At the board’s Dec. 10 business meeting, White stepped down from her Position 5 seat after announcing in February that she would not be seeking re-election. Instead, she ran for Position 6 on the Edmonds City Council, losing to former School Board member Susan Paine. During the board’s Nov. 26 meeting, district officials and staff thanked White for her eight years of service on the board.
Newcomer Nancy Katims joined re-elected board members Carin Chase and Gary Noble as they took their oaths of office and were sworn in by Superintendent Kris McDuffy.
Also during the meeting, the board unanimously voted to elect board vice president Deborah Kilgore as board president. Noble was unanimously voted as vice president and Chase was elected as the board’s legislative representative.
During the meeting’s public comment period, multiple teachers turned out to speak in favor of the proposed Units of Study for Reading curriculum. The curriculum has been the subject of scrutiny after some teachers who piloted the program at the start of the 2019-20 school year said it did not meet the needs of all of the district’s students.
On Nov. 12, the board held its first reading for the proposed curriculum, which teaches students to read through classroom workshops. The curriculum is part of Teachers College Reading and Writing Project co-founded in 1981 by educator Lucy Calkins. At the start of the 2019-20 school year, the curriculum was piloted in classrooms across the district, with teachers using workshops to teach reading.

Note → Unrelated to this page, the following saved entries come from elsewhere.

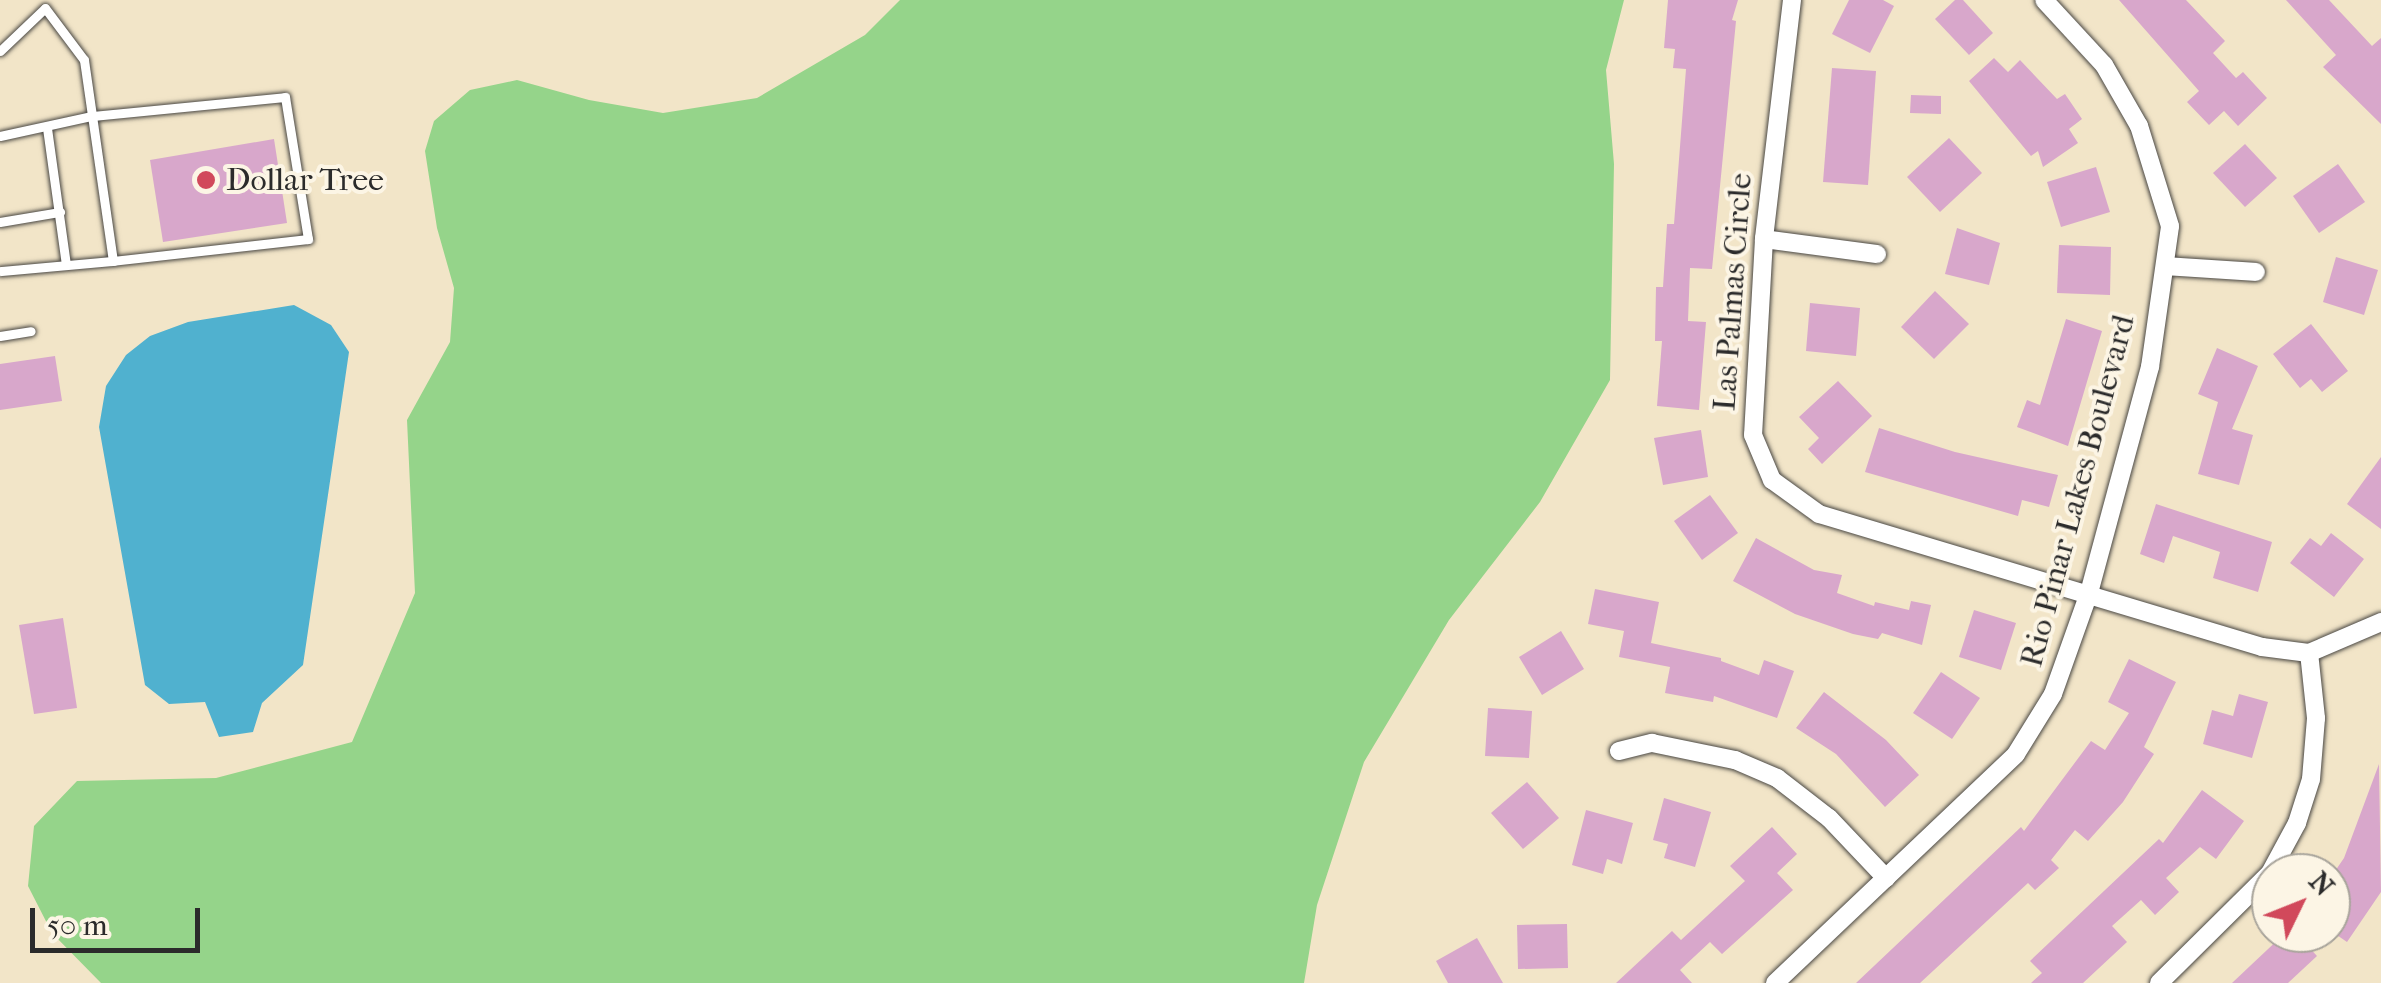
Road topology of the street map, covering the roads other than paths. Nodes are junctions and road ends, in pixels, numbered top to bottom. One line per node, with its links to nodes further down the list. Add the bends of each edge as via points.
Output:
1 (1792, 0): 9 (street, Las Palmas Circle)
2 (2044, 0): 13 (street, Rio Pinar Lakes Boulevard, via 2104,64 2139,126 2170,226)
3 (0, 51): 4 (lane, via 45,8 84,60)
4 (92, 116): 5 (lane); 11 (lane); 11 (lane, via 285,97 308,240)
5 (47, 128): 6 (lane); 7 (lane)
6 (0, 136)
7 (60, 212): 8 (lane); 12 (lane)
8 (0, 222)
9 (1764, 239): 10 (street); 18 (street, Las Palmas Circle, via 1753,435 1772,480 1820,514)
10 (1878, 254)
11 (113, 260): 12 (lane)
12 (66, 265): 14 (lane)
13 (2166, 266): 15 (street); 18 (street, Rio Pinar Lakes Boulevard, via 2150,368)
14 (0, 271)
15 (2256, 272)
16 (31, 331): 17 (lane)
17 (0, 336)
18 (2088, 593): 20 (street, Las Palmas Circle, via 2262,647); 22 (street, Rio Pinar Lakes Boulevard, via 2053,694 2016,754)
19 (2381, 622): 20 (street, Las Palmas Circle)
20 (2309, 652): 24 (street, via 2314,734 2311,780 2298,823 2270,873)
21 (1619, 751): 22 (street, via 1652,743 1736,760 1777,778 1828,818)
22 (1886, 878): 23 (street, Rio Pinar Lakes Boulevard)
23 (1775, 983)
24 (2158, 983)

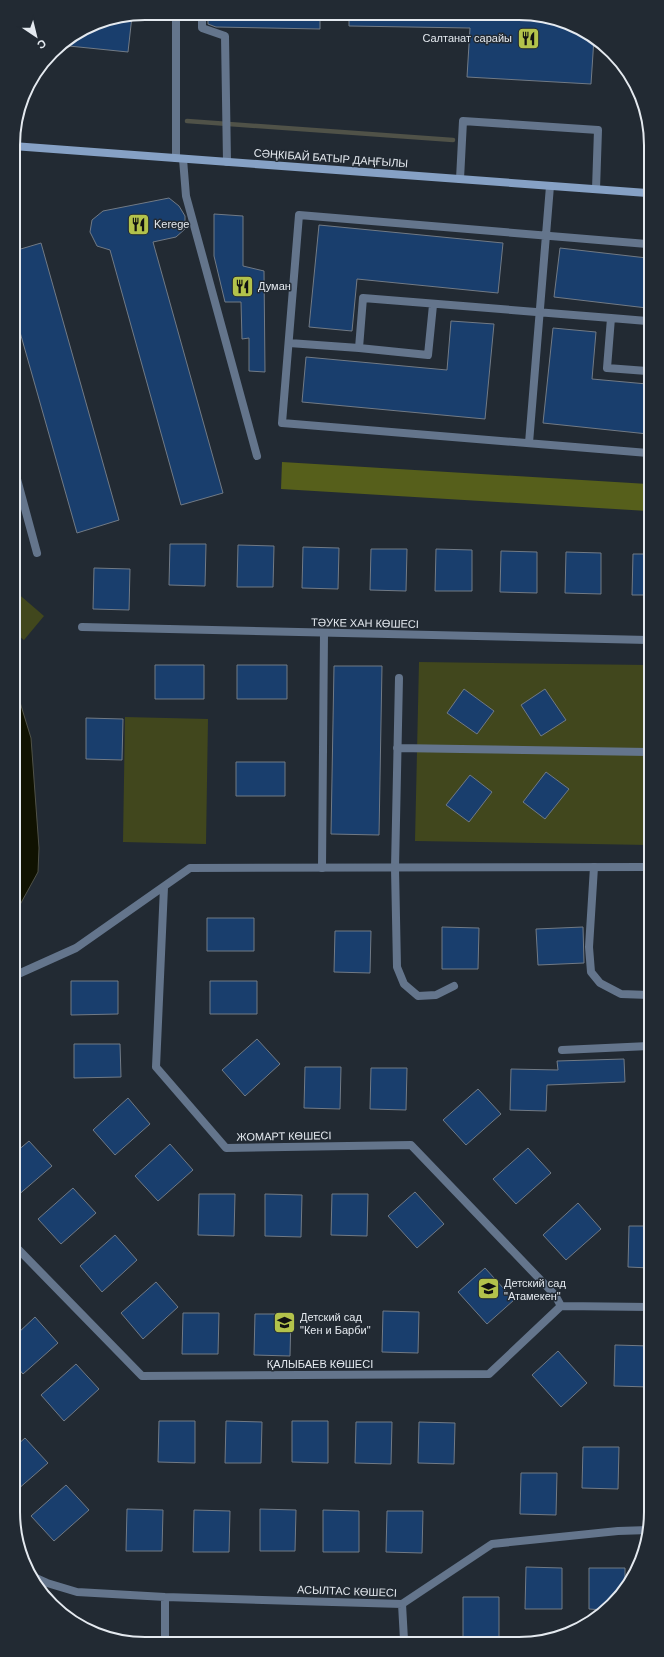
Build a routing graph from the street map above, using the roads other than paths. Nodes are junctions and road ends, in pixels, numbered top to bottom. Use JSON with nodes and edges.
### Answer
{"nodes":[{"id":1,"x":176,"y":20,"type":"edge"},
{"id":2,"x":202,"y":20,"type":"edge"},
{"id":3,"x":20,"y":147,"type":"edge"},
{"id":4,"x":179,"y":158,"type":"junction"},
{"id":5,"x":227,"y":162,"type":"junction"},
{"id":6,"x":460,"y":179,"type":"junction"},
{"id":7,"x":550,"y":186,"type":"junction"},
{"id":8,"x":596,"y":189,"type":"junction"},
{"id":9,"x":644,"y":193,"type":"edge"},
{"id":10,"x":546,"y":236,"type":"junction"},
{"id":11,"x":644,"y":244,"type":"edge"},
{"id":12,"x":433,"y":305,"type":"junction"},
{"id":13,"x":540,"y":312,"type":"junction"},
{"id":14,"x":611,"y":318,"type":"junction"},
{"id":15,"x":644,"y":321,"type":"edge"},
{"id":16,"x":289,"y":343,"type":"junction"},
{"id":17,"x":359,"y":348,"type":"junction"},
{"id":18,"x":644,"y":371,"type":"edge"},
{"id":19,"x":529,"y":443,"type":"junction"},
{"id":20,"x":644,"y":453,"type":"edge"},
{"id":21,"x":257,"y":456,"type":"dead end"},
{"id":22,"x":20,"y":490,"type":"edge"},
{"id":23,"x":37,"y":553,"type":"dead end"},
{"id":24,"x":82,"y":627,"type":"dead end"},
{"id":25,"x":324,"y":633,"type":"junction"},
{"id":26,"x":644,"y":640,"type":"edge"},
{"id":27,"x":399,"y":678,"type":"dead end"},
{"id":28,"x":398,"y":748,"type":"junction"},
{"id":29,"x":644,"y":752,"type":"edge"},
{"id":30,"x":594,"y":867,"type":"junction"},
{"id":31,"x":644,"y":867,"type":"edge"},
{"id":32,"x":322,"y":868,"type":"junction"},
{"id":33,"x":396,"y":868,"type":"junction"},
{"id":34,"x":164,"y":886,"type":"junction"},
{"id":35,"x":20,"y":973,"type":"edge"},
{"id":36,"x":454,"y":986,"type":"dead end"},
{"id":37,"x":644,"y":995,"type":"edge"},
{"id":38,"x":644,"y":1046,"type":"edge"},
{"id":39,"x":562,"y":1050,"type":"dead end"},
{"id":40,"x":20,"y":1251,"type":"edge"},
{"id":41,"x":560,"y":1306,"type":"junction"},
{"id":42,"x":644,"y":1307,"type":"edge"},
{"id":43,"x":643,"y":1530,"type":"edge"},
{"id":44,"x":41,"y":1580,"type":"edge"},
{"id":45,"x":165,"y":1597,"type":"junction"},
{"id":46,"x":402,"y":1604,"type":"junction"},
{"id":47,"x":166,"y":1637,"type":"edge"},
{"id":48,"x":404,"y":1637,"type":"edge"}],
"edges":[{"from":1,"to":4,"type":"street"},
{"from":2,"to":5,"type":"street"},
{"from":3,"to":4,"type":"main road","name":"СӘҢКІБАЙ БАТЫР ДАҢҒЫЛЫ"},
{"from":4,"to":5,"type":"main road","name":"СӘҢКІБАЙ БАТЫР ДАҢҒЫЛЫ"},
{"from":4,"to":21,"type":"street"},
{"from":5,"to":6,"type":"main road","name":"СӘҢКІБАЙ БАТЫР ДАҢҒЫЛЫ"},
{"from":6,"to":7,"type":"main road","name":"СӘҢКІБАЙ БАТЫР ДАҢҒЫЛЫ"},
{"from":6,"to":8,"type":"street"},
{"from":7,"to":8,"type":"main road","name":"СӘҢКІБАЙ БАТЫР ДАҢҒЫЛЫ"},
{"from":7,"to":10,"type":"street"},
{"from":8,"to":9,"type":"main road","name":"СӘҢКІБАЙ БАТЫР ДАҢҒЫЛЫ"},
{"from":10,"to":11,"type":"street"},
{"from":10,"to":13,"type":"street"},
{"from":10,"to":16,"type":"street"},
{"from":12,"to":13,"type":"street"},
{"from":12,"to":17,"type":"street"},
{"from":12,"to":17,"type":"street"},
{"from":13,"to":14,"type":"street"},
{"from":13,"to":19,"type":"street"},
{"from":14,"to":15,"type":"street"},
{"from":14,"to":18,"type":"street"},
{"from":16,"to":17,"type":"street"},
{"from":16,"to":19,"type":"street"},
{"from":19,"to":20,"type":"street"},
{"from":22,"to":23,"type":"street"},
{"from":24,"to":25,"type":"street","name":"ТӘУКЕ ХАН КӨШЕСІ"},
{"from":25,"to":26,"type":"street","name":"ТӘУКЕ ХАН КӨШЕСІ"},
{"from":25,"to":32,"type":"street"},
{"from":27,"to":28,"type":"street"},
{"from":28,"to":29,"type":"street"},
{"from":28,"to":33,"type":"street"},
{"from":30,"to":31,"type":"street"},
{"from":30,"to":33,"type":"street"},
{"from":30,"to":37,"type":"street"},
{"from":32,"to":33,"type":"street"},
{"from":32,"to":34,"type":"street"},
{"from":33,"to":36,"type":"street"},
{"from":34,"to":35,"type":"street"},
{"from":34,"to":41,"type":"street","name":"ЖОМАРТ КӨШЕСІ"},
{"from":38,"to":39,"type":"street"},
{"from":40,"to":41,"type":"street","name":"ҚАЛЫБАЕВ КӨШЕСІ"},
{"from":41,"to":42,"type":"street"},
{"from":43,"to":46,"type":"street","name":"АСЫЛТАС КӨШЕСІ"},
{"from":44,"to":45,"type":"street","name":"АСЫЛТАС КӨШЕСІ"},
{"from":45,"to":46,"type":"street","name":"АСЫЛТАС КӨШЕСІ"},
{"from":45,"to":47,"type":"street"},
{"from":46,"to":48,"type":"street"}]}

Sara Skibba, a Brier Elementary second-grade teacher, told the board during the Dec 10 meeting that she supports the curriculum. She said she used it when she taught in the Marysville School District and she favors the curriculum’s workshop teaching style. She also pointed out that Edmonds students’ reading skills are lagging behind those of students in some other districts.
“This is a cause of alarm and urgency and we need to do something,” she said.
Brier Elementary second-grade teacher Jonathan Watkins, who piloted the curriculum in his classroom this year, said the curriculum is the best decision that can be made to help students not only learn to read, but enjoy doing so. While admitting that implementing a new curriculum can sometimes be difficult for teachers, Watkins said Units of Study helped make students excited about reading.
“This curriculum is written in a way that captures engagement of eager, ready-to-learn readers,” he said. “Each of my students have made growth in reading and I can tell they feel a sense of accomplishment and pride in themselves as readers.”
Pushback from some parents, teachers and students regarding Units of Study for Reading led district officials to table the curriculum to be discussed at a work session on Jan. 7, 2020.